Os problemas de crédito estão crescendo no segmento: 5,4% dos mutuários com pelo menos um empréstimo sem garantia entraram em inadimplência entre julho e setembro, contra 4,2% no período correspondente do ano passado.
A TransUnion CIBIL disse que tais empréstimos “precisam ser monitorados de perto, especialmente porque os consumidores podem dar prioridade a outras obrigações de pagamento antes dos pagamentos de empréstimos pessoais, o que por sua vez pode ser um indicador mais amplo de estresse financeiro.”
“A sobrealavancagem acontece porque os gastos discricionários aumentam junto com os níveis de rendimento, mas ainda não atingiu níveis alarmantes”, disse o fundador de uma empresa de serviços financeiros que concede empréstimos pessoais sem garantia, falando sob condição de anonimato. “Estamos cortando linhas de crédito para consumidores que acreditamos que possam ficar inadimplentes.”
A alteração das ponderações de risco por parte do banco central poderá incitar os credores a elevar as taxas, desencorajando assim os consumidores de contraírem empréstimos imprudentes, dizem os analistas. Se os bancos optarem por absorver os custos, as suas margens diminuirão, tornando os empréstimos não garantidos um segmento menos atraente.

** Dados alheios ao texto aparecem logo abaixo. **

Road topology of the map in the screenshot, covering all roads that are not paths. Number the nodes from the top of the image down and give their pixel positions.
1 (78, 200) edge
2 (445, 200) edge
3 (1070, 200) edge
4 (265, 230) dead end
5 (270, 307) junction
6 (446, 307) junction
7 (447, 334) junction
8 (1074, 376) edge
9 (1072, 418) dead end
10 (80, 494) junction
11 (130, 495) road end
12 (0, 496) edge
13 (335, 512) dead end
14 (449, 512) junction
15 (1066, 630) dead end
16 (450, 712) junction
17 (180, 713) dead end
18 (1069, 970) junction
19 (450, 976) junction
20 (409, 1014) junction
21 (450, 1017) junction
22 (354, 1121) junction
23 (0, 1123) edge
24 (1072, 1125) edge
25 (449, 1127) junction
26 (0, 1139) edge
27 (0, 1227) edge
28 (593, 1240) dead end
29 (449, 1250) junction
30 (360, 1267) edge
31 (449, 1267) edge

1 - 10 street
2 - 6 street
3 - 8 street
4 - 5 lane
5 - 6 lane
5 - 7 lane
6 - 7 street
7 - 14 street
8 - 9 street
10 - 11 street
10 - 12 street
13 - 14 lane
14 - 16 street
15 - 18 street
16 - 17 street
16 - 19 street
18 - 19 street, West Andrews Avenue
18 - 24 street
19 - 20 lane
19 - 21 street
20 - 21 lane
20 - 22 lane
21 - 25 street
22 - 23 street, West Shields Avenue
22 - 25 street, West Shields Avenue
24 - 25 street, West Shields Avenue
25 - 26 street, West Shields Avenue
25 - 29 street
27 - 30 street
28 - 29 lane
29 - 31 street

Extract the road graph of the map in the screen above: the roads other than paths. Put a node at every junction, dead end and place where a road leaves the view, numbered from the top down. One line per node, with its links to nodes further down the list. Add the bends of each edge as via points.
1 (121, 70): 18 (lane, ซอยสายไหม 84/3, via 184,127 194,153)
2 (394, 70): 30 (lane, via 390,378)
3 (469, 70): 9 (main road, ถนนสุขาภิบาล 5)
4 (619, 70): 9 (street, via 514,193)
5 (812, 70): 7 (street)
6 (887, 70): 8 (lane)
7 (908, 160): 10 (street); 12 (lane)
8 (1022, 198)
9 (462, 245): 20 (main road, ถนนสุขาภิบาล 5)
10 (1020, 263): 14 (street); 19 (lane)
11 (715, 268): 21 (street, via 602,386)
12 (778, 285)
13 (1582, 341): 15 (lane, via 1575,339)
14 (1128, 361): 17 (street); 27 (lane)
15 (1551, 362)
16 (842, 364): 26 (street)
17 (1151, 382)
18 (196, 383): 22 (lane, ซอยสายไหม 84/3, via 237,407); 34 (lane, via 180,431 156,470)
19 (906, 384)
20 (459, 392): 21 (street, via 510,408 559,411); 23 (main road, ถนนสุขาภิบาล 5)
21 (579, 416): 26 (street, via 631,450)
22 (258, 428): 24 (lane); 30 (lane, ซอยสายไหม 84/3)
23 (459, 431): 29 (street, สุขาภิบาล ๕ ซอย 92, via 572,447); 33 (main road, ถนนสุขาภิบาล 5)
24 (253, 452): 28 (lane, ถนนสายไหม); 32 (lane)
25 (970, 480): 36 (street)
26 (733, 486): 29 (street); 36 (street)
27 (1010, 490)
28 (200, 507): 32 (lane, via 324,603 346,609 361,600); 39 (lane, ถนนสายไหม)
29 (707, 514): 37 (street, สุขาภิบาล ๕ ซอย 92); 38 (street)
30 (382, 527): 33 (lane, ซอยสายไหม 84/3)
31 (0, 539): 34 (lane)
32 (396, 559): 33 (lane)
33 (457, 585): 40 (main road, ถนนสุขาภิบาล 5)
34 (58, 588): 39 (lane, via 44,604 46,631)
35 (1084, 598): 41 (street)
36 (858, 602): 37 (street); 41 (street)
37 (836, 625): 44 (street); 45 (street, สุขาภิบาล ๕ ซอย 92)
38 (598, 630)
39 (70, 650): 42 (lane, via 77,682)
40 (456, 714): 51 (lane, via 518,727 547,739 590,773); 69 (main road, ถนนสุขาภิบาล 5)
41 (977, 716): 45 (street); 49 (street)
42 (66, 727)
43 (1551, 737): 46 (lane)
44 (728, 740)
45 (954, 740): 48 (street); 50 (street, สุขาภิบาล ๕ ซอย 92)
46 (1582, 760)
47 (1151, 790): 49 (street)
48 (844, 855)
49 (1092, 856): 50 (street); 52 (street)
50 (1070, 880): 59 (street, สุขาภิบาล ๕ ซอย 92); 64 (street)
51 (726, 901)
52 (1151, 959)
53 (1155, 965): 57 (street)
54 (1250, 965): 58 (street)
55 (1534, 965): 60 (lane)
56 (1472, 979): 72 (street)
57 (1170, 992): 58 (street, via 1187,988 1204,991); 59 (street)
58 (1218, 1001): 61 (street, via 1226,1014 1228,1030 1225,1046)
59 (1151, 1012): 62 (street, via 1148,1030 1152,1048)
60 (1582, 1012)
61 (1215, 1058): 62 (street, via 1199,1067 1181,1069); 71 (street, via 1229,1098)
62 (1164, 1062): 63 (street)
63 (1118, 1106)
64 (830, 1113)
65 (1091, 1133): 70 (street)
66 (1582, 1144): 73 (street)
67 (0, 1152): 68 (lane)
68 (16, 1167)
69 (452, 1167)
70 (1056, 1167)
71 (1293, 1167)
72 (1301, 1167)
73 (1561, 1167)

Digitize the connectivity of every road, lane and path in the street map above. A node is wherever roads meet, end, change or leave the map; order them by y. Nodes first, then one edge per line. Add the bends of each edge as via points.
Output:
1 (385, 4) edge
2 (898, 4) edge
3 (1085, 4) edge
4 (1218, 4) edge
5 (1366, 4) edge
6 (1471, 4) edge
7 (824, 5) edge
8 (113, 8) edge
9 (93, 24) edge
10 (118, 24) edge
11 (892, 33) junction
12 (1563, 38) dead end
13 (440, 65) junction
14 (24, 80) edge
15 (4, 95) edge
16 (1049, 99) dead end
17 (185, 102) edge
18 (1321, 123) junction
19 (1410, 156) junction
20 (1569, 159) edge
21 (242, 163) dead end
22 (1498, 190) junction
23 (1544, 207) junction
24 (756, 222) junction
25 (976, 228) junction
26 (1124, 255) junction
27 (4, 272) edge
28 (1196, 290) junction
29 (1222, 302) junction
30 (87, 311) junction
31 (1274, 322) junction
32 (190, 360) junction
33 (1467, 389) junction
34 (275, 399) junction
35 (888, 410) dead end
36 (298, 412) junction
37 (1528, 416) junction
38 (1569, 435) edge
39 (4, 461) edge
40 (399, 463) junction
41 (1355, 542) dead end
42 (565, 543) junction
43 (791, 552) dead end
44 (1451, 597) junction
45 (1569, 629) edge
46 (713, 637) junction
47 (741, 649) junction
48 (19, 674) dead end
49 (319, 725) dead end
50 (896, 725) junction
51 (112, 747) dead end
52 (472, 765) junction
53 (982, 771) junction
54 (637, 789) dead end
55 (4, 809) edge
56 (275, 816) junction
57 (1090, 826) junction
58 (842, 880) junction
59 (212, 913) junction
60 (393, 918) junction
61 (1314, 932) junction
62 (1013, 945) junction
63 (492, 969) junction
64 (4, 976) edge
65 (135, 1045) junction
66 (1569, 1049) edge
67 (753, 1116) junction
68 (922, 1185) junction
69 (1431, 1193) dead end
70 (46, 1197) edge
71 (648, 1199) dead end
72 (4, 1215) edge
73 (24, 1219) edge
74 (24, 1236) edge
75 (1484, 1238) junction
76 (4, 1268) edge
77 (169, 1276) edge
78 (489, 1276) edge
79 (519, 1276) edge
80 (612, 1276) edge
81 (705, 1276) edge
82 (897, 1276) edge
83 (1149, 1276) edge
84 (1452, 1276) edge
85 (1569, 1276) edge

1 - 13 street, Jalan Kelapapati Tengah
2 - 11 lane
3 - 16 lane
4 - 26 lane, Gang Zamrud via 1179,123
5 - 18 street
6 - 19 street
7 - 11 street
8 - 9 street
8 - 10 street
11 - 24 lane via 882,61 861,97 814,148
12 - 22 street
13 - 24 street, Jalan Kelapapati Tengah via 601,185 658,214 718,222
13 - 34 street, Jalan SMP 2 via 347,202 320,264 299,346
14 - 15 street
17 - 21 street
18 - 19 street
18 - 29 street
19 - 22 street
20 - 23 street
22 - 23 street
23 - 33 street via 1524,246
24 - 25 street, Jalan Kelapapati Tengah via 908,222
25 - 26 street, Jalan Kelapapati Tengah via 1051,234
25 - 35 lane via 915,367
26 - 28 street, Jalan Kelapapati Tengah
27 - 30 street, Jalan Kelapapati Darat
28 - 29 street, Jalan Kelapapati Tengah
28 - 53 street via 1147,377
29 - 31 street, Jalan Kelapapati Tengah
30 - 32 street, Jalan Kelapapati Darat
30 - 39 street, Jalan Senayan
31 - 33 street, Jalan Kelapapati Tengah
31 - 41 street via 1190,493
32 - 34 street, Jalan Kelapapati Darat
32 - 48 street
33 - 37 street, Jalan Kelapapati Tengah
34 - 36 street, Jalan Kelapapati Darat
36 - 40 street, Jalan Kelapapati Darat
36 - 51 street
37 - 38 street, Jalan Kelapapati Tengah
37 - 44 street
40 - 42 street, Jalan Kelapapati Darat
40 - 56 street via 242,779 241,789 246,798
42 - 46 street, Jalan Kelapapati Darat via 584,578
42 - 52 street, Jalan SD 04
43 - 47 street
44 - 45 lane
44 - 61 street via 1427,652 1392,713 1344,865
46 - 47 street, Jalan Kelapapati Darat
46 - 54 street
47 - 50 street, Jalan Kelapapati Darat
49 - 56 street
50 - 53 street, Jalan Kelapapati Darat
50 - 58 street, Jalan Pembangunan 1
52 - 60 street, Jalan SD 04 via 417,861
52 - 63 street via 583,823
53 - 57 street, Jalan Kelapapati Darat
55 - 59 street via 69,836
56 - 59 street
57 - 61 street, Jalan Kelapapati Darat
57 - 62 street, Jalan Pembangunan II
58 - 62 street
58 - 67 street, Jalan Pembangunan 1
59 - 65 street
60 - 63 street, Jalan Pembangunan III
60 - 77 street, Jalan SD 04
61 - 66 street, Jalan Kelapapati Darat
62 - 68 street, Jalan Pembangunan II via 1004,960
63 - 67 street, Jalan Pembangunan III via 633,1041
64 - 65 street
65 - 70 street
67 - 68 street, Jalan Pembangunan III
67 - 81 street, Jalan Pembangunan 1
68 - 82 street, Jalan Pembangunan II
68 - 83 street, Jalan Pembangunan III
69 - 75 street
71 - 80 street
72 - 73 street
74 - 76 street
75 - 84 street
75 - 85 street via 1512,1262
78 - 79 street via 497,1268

A empresa de serviços financeiros Paytm disse em um comunicado que reduziria o desembolso de pequenos empréstimos “com base no recente desenvolvimento macroeconômico e nas orientações regulatórias”.
“Esse incentivo do RBI para ser cauteloso em relação aos empréstimos de varejo não garantidos pode levar os credores a desacelerar o crescimento neste segmento, o que também pode impactar o crescimento geral do crédito bancário em até 100 pontos base”, escreveu a empresa de pesquisa Jefferies em nota.
Por sua vez, Behera permanece imperturbável diante dos ventos contrários regulatórios. Ele disse que está confiante em obter seus empréstimos “de algum lugar ou de outro”.
“Os empréstimos são o negócio deles, eles simplesmente não podem parar”, disse ele. “Se alguém rejeitar meu pedido de empréstimo, existem centenas de outros lugares onde poderei pedir um.”